I could not move. I had never seen so many souls. It left me cold, a feeling of utter dread churning in my stomach. Beyond the gateway was a great darkness, reaching out with many flailing arms of shadow.

I wanted to run but I could not. Even as young as I was, I knew the gateway had to be closed. Cordelia found the correct spell and between us, we managed to seal it. We resolved never to speak of it again, but I have never forgotten that darkness nor how it stared down into my soul, filling my veins with ice and my mind with shadows.

“Bloody hell, that’s cheery.” Danny frowns. “So the sister basically used dark magic to open the gateway?”

“Yes.” I stare at the paper in my hand my mind, churning over everything I’d just learned. “But they said they’d closed it.”

“Perhaps they didn’t close it all the way?” Danny offers. “They were, after all, a bunch of kids.”

“Maybe, but I think Cornelius would have known if it hadn’t closed properly because he could sense the darkness on the other side.”

“But if they did close it,” Danny muses, “how and when was it re-opened? And why is it that, in all the time Bruce has been in charge of the gateway, there was no mention of a shadow monster trying to get through?”

“I honestly don’t have a clue.” I breathe heavily in frustration. As always, I find one answer and it raises ten more questions. “It would be interesting though”—I rub my lower lip thoughtfully—“to see if there was an eclipse the first time the gateway was opened.”

“What makes you say that?”

“Well, think about it. Cornelius said that, as the gateway opened, he saw souls escape into our world. But when Bruce was in charge of the gateway, spirits were crossing over into the afterlife. We know that the gateway opens with alignments, but what if the type of alignment determines which direction the gateway goes? Like a northbound or southbound tube platform. They can only travel in one direction.”

“It does make sense, I suppose.” Danny scratches his chin like he always does when he’s mulling something over. “I think you might be onto something.”

“Cornelius said that the gateway was opened with magic and that they closed it the same way, so”—I pick up my phone from the table and find the right number, then hit connect—“what we need is a witch.”

When Harrison answers, I switch it to speakerphone so Danny can hear and then quickly fill him in on everything we’ve learned.

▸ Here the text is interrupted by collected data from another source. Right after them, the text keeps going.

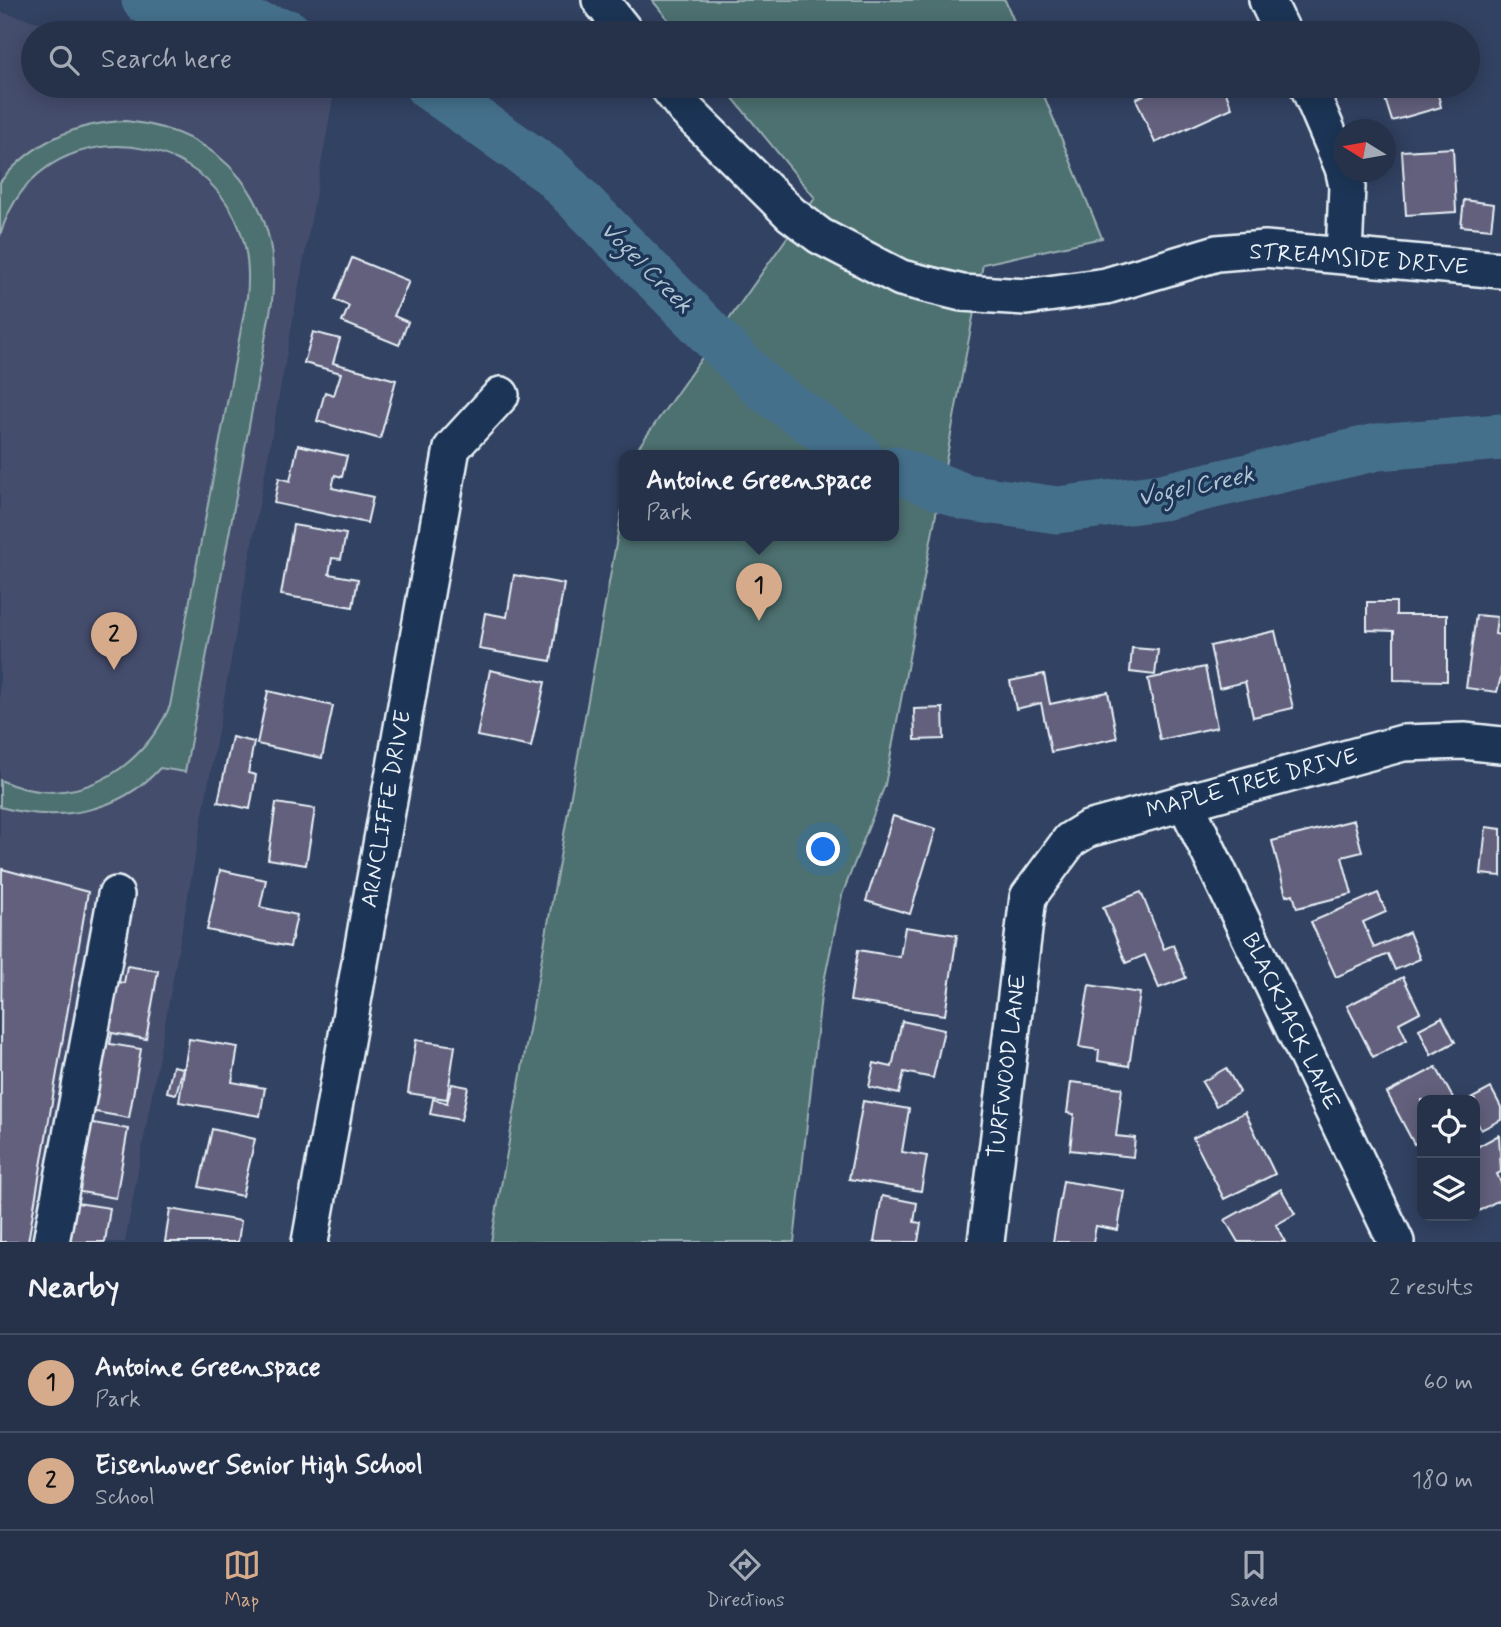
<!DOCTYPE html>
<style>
:root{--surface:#26324a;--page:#2e3a51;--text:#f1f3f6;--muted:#a4aab5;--line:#424d62;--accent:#d6ab8b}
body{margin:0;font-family:Mynerve,sans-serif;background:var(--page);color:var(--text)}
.controls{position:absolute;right:21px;bottom:21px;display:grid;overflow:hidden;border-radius:14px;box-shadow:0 4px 18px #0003}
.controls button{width:63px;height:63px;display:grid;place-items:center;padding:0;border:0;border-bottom:2px solid var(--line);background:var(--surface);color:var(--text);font:35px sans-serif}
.compass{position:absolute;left:1333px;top:119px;width:63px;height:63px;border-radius:50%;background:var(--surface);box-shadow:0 4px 18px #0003;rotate:281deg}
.you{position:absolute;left:824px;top:850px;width:24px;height:24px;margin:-18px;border:5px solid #fff;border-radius:50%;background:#1a73e8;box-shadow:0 0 0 10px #1a73e833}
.badge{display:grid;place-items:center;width:46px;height:46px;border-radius:50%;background:var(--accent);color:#111;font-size:23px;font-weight:700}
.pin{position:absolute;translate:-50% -58px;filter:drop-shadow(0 2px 4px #0008)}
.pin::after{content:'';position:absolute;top:37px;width:24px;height:21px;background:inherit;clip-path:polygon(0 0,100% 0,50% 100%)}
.popup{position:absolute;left:619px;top:450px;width:280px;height:91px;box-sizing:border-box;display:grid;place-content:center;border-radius:14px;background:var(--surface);filter:drop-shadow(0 2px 5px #0005);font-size:23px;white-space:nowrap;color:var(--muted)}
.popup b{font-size:26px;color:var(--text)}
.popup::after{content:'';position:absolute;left:50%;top:100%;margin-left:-14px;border:14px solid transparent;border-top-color:var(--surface)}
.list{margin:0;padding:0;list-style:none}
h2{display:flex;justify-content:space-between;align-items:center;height:91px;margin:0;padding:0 28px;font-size:30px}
h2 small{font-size:23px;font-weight:400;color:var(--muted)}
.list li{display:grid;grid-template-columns:46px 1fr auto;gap:21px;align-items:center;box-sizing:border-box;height:98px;padding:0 28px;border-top:2px solid var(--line)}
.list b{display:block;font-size:26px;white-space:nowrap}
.list p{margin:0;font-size:23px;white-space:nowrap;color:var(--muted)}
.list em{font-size:23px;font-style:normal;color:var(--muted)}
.icon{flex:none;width:38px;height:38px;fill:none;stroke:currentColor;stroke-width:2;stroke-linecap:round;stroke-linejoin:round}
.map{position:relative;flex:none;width:1501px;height:1242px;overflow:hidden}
.search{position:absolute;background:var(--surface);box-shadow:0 4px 18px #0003;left:21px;right:21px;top:21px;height:77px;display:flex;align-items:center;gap:18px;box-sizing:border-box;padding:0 24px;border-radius:38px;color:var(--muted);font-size:26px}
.sheet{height:287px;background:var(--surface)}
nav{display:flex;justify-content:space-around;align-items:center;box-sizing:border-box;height:98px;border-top:2px solid var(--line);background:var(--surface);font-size:19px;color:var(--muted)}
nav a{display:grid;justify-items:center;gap:4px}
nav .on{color:var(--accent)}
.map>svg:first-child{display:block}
.built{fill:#444e6d}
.green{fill:#4d6f70;stroke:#9ab0b4;stroke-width:2}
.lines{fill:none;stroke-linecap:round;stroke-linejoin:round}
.river{stroke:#45708c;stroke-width:47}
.building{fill:#64607d;stroke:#e8f1f8;stroke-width:2}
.minor-casing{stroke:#e8f1f8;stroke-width:40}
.minor{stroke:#1d3557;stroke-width:35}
.labels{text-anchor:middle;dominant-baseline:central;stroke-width:7;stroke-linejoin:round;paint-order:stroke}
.street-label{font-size:23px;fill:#e8f1f8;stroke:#1d3557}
.water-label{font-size:24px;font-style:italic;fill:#afc4d2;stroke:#1d3557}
</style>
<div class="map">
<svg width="1501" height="1242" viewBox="0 0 1501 1242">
<rect width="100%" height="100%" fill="#324262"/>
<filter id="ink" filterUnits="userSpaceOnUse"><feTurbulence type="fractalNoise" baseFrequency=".0143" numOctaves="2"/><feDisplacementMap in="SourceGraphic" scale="14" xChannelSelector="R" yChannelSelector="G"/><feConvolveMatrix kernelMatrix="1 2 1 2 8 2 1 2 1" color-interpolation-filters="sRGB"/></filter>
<g filter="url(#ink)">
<polygon class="built" points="0,12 81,33 33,33 33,86 283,86 333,99 125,1242 0,1242"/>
<g class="green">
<polygon points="652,0 1005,0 1019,33 679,33"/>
<polygon points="723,86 1040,86 1102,238 983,264 885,785 842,895 821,996 794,1242 491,1242 624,499 624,535 894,535 894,455 633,455 815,198"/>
<path d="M126,121C226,132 282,202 272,302L185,772L160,768C119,813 57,823 0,807V780C71,813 141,772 170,706L247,297C265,131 42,89 0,236V182C33,142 74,123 126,121Z"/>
</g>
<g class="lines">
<g class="river">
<polyline points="145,0 288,33"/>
<polyline points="428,86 552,173 763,387 859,455"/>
<polyline points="894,469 965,497 1057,510 1162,497 1377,447 1501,437"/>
</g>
</g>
<g class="building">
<polygon points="1141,86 1196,86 1198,91 1211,86 1223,86 1232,108 1155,143 1136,99 1144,95"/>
<polygon points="1381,86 1436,86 1441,107 1392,121"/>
<polygon points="1453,148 1456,212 1406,215 1402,151"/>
<polygon points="1464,200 1494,204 1491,229 1461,226"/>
<polygon points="352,258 409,281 394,316 408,322 399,345 342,322 349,306 335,300"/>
<polygon points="313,332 340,339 333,363 396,380 380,439 317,421 325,392 334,395 341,373 304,363"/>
<polygon points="298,445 347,456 342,477 335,475 332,488 373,497 367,523 274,503 279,478 290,481"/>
<polygon points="293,525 346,534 341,559 332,558 329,574 358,579 353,607 281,595"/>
<polygon points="514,575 564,584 551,661 479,649 485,613 507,617"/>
<polygon points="1367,602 1396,602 1396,615 1447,615 1447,681 1394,680 1394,631 1367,630"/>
<polygon points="1476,615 1497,617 1495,634 1501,635 1501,677 1497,692 1466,688"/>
<polygon points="1275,631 1293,708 1253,717 1245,682 1219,688 1210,646"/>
<polygon points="1132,648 1158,650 1155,675 1130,672"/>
<polygon points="1205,667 1217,727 1160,740 1148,679"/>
<polygon points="490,670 545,682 531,747 477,736"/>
<polygon points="1044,674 1050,704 1108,692 1117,738 1051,752 1041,703 1016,709 1010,681"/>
<polygon points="268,691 333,706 322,758 257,744"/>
<polygon points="943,708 944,739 915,740 914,709"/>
<polygon points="232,737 254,742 248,773 256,775 250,809 218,802"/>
<polygon points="276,803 315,809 306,865 268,859"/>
<polygon points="893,816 936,829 910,914 866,901"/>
<polygon points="1354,820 1362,852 1342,857 1352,894 1297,908 1293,894 1286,896 1272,841"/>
<polygon points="1486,827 1501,829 1501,876 1481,874"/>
<polygon points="2,869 88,892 28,1242 0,1242"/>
<polygon points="220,870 266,880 260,907 297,915 290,947 207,930"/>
<polygon points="1141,892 1164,949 1173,945 1186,978 1159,988 1145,955 1126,963 1103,907"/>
<polygon points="1378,893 1386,912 1363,922 1374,948 1409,932 1420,959 1395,970 1388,954 1336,977 1311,922"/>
<polygon points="905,927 957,935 945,1015 850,1001 858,950 900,957"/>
<polygon points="127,966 158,971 146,1039 112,1033 110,1044 141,1049 129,1118 90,1111 112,981 124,983"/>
<polygon points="1403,977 1420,1012 1399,1023 1407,1040 1373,1057 1347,1006"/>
<polygon points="1089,985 1140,993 1129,1066 1098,1061 1099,1050 1079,1047"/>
<polygon points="1442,1017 1455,1042 1431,1055 1419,1029"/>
<polygon points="902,1021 944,1030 933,1078 904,1072 899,1094 869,1087 874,1063 892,1067"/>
<polygon points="189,1039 238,1047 232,1082 265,1088 260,1116 179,1102"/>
<polygon points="416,1040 455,1046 447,1099 408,1093"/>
<polygon points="173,1066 183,1068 176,1094 167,1092"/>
<polygon points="1436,1067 1454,1100 1422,1100 1422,1139 1414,1144 1387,1093"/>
<polygon points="1226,1068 1240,1092 1216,1106 1202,1082"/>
<polygon points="1071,1082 1122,1088 1116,1136 1135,1138 1133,1157 1070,1150 1074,1114 1067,1113"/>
<polygon points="452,1084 468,1087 461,1120 430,1114 433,1099 447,1103"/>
<polygon points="1491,1088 1501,1107 1501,1120 1481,1130 1475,1118 1475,1100 1469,1100"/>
<polygon points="863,1101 909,1109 902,1152 927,1156 921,1191 849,1179"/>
<polygon points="1245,1112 1275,1174 1224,1199 1193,1138"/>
<polygon points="87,1122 128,1129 116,1198 75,1191"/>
<polygon points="212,1129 255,1139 242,1196 199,1187"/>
<polygon points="1499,1135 1501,1172 1497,1174 1501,1183 1501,1199 1475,1213 1475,1148"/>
<polygon points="1063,1181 1124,1191 1118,1230 1096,1226 1093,1242 1053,1242"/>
<polygon points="1281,1189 1295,1214 1276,1225 1285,1242 1238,1242 1225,1220"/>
<polygon points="882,1196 917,1203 914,1222 921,1223 918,1242 874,1242"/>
<polygon points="71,1202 110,1208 105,1242 64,1242"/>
<polygon points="170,1209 241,1221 238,1242 165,1242"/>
</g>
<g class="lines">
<g class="minor-casing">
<g id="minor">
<polyline points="600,0 626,33"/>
<polyline points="1267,0 1283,33"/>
<polyline points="667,86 685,109 791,214 820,236 901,278 962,293 1026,297 1106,286 1217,253 1265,249 1501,270"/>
<polyline points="1308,86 1344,170"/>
<polyline points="1344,172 1347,186 1344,255"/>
<polyline points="1185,802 1396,1242"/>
<polyline points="51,1242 116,895"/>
<polyline points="310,1242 452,448 501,395"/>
<polyline points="986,1242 1028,897 1070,840 1088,829 1403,743 1464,741 1501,745"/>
</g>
</g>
<use href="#minor" class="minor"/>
</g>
</g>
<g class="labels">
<g class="street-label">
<text transform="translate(1359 260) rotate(4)">STREAMSIDE DRIVE</text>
<text transform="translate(1252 784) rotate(-15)">MAPLE TREE DRIVE</text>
<text transform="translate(387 809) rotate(-80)">ARNCLIFFE DRIVE</text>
<text transform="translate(1290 1022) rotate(64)">BLACKJACK LANE</text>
<text transform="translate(1008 1066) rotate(-83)">TURFWOOD LANE</text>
</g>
<g class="water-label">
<text transform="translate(646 268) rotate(45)">Vogel Creek</text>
<text transform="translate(1196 487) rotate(-12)">Vogel Creek</text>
</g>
</g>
</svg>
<div class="controls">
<button><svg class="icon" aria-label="locate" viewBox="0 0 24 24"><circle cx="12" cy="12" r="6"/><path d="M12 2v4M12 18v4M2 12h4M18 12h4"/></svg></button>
<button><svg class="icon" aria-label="layers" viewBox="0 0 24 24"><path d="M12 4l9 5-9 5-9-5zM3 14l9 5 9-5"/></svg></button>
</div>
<svg class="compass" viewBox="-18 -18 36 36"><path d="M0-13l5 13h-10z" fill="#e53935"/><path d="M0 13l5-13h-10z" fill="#a4aab5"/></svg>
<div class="you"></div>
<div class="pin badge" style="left:759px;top:621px">1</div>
<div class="popup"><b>Antoine Greenspace</b>Park</div>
<div class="pin badge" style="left:114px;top:670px">2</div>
<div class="search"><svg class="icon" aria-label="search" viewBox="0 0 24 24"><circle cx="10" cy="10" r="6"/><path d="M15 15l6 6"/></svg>Search here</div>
</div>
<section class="sheet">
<h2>Nearby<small>2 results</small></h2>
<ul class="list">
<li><span class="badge">1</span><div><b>Antoine Greenspace</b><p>Park</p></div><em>60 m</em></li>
<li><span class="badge">2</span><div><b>Eisenhower Senior High School</b><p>School</p></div><em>180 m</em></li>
</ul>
</section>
<nav>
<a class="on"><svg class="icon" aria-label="map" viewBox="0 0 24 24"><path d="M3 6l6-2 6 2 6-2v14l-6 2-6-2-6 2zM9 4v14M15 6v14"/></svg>Map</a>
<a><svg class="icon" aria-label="directions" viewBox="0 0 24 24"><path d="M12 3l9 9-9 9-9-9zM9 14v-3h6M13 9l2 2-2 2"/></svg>Directions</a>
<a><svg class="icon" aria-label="saved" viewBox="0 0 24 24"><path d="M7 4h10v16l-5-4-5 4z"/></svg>Saved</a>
</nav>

“I have to admit,” Harrison says, “I had begun to wonder if magic was the cause of it opening. On Cordelia’s admittance form to the asylum, it mentioned something about her ‘delusions’ of witchcraft and magic.” I hear a quiet scoff of indignation from him.

“So, what do you think?” I ask nervously. “Do you know of any spell—or whatever it is you do—that would close the gateway again?”

“Unfortunately, no,” he says with a sigh. “I’m sorry. When I first began to suspect days ago that magic was tied to this, I immediately began searching, but there’s nothing. Maybe if I had more time, I could find out something. But right now, I can’t even figure out how to close it even temporarily, and without the proper information and research, I could potentially make things worse, unless… I don’t suppose you have the book of magic Cornelius mentioned his sister smuggling back from India?”